Начинала она всегда с матери. Считалось, что девочки могут разговаривать с матерями, в школе на лекциях по гигиене для девочек им проповедовали:

«Поделись своими проблемами с матерью, получи от матери совет, помни о том, что мать может быть твоим лучшим другом – и все, через что ты сейчас проходишь, она уже прошла».

Кандидатура Мэри Коломбо снималась почти так же быстро, как и выдвигалась. Во‑первых, Патрисия знала, что ее мать не прошла через то, через что проходила она. Во‑вторых, она инстинктивно чувствовала, что Мэри Коломбо ей не поверит.

– Я вижу тебя насквозь, юная леди, – слышала она воображаемый ответ матери. – Ты просто пытаешься увильнуть от того, что тебе не нравится. Как тебе не стыдно говорить такие ужасные вещи о своем дяде Гасе!

Далее отец. Патрисия знала вспыльчивый нрав Фрэнка Коломбо, его склонность к насилию. Если он ей поверит, а она полагала, что скорее всего поверит, он просто пойдет и убьет дядю Гаса, забьет до смерти голыми руками, частенько он именно так грозил расправиться с Лео Дюроше. Нет, об отце не могло быть и речи, это вызовет больше проблем, чем решит.

Фил Капоне, ее крестный? Патрисия не считала его покровителем или защитником. Высокий, дородный, симпатичный итальянец, работавший в ресторанном бизнесе, он довольно часто приходил к ним в гости. Точно не рыцарь в сияющих доспехах.

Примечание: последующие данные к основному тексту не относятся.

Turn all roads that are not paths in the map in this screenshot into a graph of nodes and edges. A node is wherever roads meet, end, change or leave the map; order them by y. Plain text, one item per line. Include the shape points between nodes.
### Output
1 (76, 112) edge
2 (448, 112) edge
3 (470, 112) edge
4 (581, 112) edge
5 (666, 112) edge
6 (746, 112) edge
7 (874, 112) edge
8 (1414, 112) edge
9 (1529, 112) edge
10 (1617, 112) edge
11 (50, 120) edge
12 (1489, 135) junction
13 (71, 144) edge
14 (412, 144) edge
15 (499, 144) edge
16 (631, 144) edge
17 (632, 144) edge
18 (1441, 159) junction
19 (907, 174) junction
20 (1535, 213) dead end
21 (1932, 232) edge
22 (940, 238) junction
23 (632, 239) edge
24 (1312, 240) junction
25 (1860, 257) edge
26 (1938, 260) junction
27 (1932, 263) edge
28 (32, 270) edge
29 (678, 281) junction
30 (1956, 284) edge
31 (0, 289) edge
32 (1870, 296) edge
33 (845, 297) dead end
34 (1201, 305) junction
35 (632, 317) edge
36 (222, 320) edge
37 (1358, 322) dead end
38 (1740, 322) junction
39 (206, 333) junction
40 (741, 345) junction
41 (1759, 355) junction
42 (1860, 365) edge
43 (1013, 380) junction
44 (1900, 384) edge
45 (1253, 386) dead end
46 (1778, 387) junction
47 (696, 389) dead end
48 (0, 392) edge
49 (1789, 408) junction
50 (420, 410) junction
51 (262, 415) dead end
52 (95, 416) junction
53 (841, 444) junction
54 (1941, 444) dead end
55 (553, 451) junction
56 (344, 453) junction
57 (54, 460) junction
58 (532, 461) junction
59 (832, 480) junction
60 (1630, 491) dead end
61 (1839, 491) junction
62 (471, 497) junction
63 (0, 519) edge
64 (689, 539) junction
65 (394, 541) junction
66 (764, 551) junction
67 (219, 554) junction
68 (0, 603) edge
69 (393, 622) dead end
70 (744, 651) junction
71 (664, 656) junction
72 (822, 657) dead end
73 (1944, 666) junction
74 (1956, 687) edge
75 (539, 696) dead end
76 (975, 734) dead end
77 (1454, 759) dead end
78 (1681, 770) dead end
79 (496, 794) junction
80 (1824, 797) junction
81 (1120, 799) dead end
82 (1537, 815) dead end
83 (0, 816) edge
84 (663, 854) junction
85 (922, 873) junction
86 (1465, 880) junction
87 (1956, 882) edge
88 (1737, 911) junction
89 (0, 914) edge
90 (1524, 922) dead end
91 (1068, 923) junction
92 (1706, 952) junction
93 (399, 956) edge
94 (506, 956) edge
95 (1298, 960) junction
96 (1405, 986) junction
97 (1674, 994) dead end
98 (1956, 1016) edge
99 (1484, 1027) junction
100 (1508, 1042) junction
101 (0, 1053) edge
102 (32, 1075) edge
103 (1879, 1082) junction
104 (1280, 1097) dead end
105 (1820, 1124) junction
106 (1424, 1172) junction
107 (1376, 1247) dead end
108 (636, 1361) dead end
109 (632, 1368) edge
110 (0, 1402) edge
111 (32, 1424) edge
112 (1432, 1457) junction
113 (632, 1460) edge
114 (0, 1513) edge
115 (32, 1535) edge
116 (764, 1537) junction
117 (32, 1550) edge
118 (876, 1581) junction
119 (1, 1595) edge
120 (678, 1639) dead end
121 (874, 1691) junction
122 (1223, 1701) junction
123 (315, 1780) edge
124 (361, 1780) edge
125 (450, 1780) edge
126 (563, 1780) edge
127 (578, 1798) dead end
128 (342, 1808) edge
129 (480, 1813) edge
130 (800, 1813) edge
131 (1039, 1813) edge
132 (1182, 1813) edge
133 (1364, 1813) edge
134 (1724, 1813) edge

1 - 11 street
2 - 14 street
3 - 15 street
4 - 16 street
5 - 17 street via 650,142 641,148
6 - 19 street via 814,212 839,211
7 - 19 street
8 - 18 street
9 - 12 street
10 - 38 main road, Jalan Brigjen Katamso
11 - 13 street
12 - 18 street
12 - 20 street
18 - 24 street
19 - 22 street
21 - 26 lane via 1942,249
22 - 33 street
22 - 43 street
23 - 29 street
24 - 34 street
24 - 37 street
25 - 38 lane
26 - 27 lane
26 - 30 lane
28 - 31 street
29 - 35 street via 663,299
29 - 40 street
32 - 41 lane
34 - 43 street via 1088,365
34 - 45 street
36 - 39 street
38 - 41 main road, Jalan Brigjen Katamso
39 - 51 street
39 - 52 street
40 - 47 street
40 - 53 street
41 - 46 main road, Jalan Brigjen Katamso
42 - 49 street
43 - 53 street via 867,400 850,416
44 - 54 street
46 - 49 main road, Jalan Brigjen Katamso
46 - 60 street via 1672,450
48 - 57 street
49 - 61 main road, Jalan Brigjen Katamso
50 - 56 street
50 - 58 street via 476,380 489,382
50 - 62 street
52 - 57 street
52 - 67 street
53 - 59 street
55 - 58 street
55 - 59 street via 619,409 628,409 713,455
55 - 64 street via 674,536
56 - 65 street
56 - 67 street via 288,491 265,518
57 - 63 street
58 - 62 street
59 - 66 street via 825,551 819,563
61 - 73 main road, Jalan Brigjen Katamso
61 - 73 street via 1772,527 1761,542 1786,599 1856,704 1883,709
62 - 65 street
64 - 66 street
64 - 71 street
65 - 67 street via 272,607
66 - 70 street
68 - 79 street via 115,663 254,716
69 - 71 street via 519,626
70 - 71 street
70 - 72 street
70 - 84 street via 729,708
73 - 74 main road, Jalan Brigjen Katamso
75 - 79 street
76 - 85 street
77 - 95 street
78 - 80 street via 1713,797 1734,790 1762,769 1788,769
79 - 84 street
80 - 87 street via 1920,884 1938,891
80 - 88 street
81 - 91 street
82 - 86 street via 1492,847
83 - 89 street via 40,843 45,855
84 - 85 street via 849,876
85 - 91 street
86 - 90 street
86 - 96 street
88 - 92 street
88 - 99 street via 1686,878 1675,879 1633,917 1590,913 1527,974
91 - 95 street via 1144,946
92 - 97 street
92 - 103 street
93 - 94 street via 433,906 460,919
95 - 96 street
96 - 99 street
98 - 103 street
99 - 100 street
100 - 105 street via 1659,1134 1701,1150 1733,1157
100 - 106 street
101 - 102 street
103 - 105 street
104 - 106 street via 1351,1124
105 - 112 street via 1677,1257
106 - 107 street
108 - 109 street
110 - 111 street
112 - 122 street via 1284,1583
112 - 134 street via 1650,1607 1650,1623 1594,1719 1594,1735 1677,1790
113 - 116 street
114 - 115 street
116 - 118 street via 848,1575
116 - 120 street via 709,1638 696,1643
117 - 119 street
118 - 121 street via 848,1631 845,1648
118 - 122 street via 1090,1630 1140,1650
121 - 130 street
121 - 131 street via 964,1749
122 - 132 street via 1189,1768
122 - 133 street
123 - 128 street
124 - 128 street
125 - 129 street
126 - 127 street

Наперсницей Патрисии могла стать тетя Джанет. Но рассказать крестной о ситуации с дядей Гасом ей мешал страх того, что Джанет Гауэр уже знает – или, по крайней мере, подозревает. Патрисия не понимала, как тетя Джанет могла не знать. Джанет всегда первой видела ее после этого. Конечно, она могла сказать по лицу, по наружности, что творится у Патрисии в душе. Понятно, родители, которые не видели ее, пока Джанет не привозила ее домой в воскресенье, или дядя Фил, которого она не так часто встречала, могли не распознать никаких примет, не уловить никаких подсказок – но почему ничего не заметила тетя Джанет?

Смущенный, но быстро взрослеющий ум Патрисия метался от одного вывода к другому. Джанет знала – и ничего не предпринимала. Джанет не знала, но обязана была знать.

Это сводило с ума.

 

Прошли месяцы.

Учебный год закончился. Пришло и миновало еще одно лето. Начался еще один учебный год.

Патрисия продолжала развиваться физически: грудь, ягодицы, бедра. На лобке появились пушистые волоски. С телом начали происходить странные вещи, проявились новые чувства. Ей было двенадцать, почти подросток. В средней школе ее ждали яркая, захватывающая жизнь и новые знания… Но она смотрела вперед не с радостью, а со страхом.

Патрисия понимала, что с каждым днем она все ближе и ближе подходит к тому времени, когда дядя Гас пройдет весь путь «до конца».